Notes from a sage at Southwestern University

On a recent college tour I was lucky enough to sit in on a meeting with a true educational sage. His name is Monty Curtis, and he is Director of Admissions at Southwestern University, has been in the business for over 30 years, and was a very good friend of Loren Pope’s (www.ctcl.org) and he is a HUGE believer in the small liberal arts institution. He informed us (me and a school group from Dallas who were completely burned out, having toured 6 colleges in 2 days!) that this would not be the usual sales job we hear from all the other colleges we see….and he was right!

The first thing he said was, “It’s not the college you pick that will determine your education, it’s you!” He said that “majors are overrated,” and that 50% of all college students do not graduate from college…..why? They picked the wrong school because they were hung up on picking a particular major. So go to a school with a broad selection of choices.
He went on to describe Southwestern University (1372 students) as a place that produces kids who can speak, listen, work & think creatively. He says Southwestern provides lots of opportunity, but the students have to be motivated.

He said in all his years in the admissions field, he has observed that “readers are always successful.” There is no correlation between what a student reads, and how successful they are, just that they are reading. At the most highly selective colleges he says, the first question that he and most admissions people will ask is….”what do you read for school and what do you read for pleasure?” Another big one is “what have you been miserably unsuccessful at in your life? And how have you dealt with it?”

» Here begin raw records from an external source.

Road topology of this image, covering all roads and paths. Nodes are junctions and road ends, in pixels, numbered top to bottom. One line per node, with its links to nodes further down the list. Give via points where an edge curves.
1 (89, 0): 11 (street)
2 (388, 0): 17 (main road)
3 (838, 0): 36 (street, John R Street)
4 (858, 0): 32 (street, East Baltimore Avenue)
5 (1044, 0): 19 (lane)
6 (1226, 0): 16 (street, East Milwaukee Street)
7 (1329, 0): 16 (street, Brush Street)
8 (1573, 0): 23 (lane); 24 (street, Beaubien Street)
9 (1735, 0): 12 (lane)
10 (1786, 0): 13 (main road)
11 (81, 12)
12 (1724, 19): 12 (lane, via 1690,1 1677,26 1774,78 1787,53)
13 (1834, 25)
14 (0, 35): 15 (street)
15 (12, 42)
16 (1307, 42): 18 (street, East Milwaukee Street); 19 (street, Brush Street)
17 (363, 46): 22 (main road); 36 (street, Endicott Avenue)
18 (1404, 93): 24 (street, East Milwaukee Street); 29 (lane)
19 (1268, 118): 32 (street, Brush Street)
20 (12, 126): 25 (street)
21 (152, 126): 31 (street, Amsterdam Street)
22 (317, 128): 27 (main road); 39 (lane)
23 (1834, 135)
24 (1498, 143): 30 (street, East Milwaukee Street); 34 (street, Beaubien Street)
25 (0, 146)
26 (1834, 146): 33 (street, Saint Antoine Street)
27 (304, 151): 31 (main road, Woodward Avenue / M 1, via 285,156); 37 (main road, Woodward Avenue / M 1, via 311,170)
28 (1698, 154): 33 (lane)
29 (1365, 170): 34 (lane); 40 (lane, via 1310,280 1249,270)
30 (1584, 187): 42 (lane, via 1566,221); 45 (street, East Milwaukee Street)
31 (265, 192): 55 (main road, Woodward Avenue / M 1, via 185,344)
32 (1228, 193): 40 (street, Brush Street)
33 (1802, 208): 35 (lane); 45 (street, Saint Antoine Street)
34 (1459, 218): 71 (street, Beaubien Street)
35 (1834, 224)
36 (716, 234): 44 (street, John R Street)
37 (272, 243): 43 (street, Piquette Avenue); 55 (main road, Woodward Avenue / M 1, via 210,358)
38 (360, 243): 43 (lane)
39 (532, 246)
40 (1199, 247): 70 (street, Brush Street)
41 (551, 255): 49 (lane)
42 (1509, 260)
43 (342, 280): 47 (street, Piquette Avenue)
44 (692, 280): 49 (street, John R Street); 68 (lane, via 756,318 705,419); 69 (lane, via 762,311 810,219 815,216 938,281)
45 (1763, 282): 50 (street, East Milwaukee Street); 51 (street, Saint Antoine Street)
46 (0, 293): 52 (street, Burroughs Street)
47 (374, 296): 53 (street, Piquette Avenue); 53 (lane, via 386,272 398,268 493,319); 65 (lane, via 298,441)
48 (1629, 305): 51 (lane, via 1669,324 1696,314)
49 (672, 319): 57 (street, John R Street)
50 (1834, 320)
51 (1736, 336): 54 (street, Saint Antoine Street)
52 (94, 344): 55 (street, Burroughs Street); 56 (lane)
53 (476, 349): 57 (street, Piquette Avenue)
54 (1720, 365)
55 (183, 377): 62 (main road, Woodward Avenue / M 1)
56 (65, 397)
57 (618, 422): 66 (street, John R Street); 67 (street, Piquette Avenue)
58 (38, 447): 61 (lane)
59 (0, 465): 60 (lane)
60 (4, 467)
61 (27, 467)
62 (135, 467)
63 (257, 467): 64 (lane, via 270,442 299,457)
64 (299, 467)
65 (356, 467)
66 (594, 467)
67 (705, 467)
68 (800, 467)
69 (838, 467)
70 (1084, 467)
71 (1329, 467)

In an interview, always be honest. If an admissions person asks a question you do not know, say “I do not know.” He says most of them will lean over and kiss you! Also, he says come with lots of questions to keep interviewer busy, so you can get off the hot seat.

As far as extracurriculars, colleges like multiple year activities. The like leaders, they like followers. They just want involvement. Helping others, he says, gives meaning to a person’s life. Are you babysitting your brothers and sisters? Say it. Are you helping with a grandparent? Say so. There is no reason to think that only “campus” extracurriculars matter.

Here’s an interesting concept he presented….just because you do something well, does not mean you should! Discover what you LOVE TO DO…and move in that direction with everything.

He told a story of himself in high school as a horrid student, with no direction. He went into the counselors office, and that man knew only two colleges…..Purdue and Indiana. Somebody had mentioned a small liberal arts school to him (I was so wrapped up in the story, I forgot to ask where!) and he checked it out, applied, and he says by some miracle, he got in. He still thinks it was a mix-up in the system! That school changed his life, turning him around, and he became a lifelong student and educator.

Along the way, he met Loren Pope, and they became good friends. He has worked at 4 colleges—all of them small liberal arts schools in Pope’s book!

Anyway, at the end he told a story about his dad that made him cry, and made all of us cry. It was all about his uneducated dad who worked like mad to make sure his sons were educated. He tried to repay him by buying him a car, treating him to vacations, anything, but his dad would have none of it! He realized finally, after his dad asked him 1) if he was happy, 2) if he was well employed and 3) if he could take care of his family with his living, that the greatest gift he could give his dad was to let him know that he had all of this. So he implored the students sitting in the room to go out and find the school where they can fit in, do well, and build a happy life. And to always thank their parents.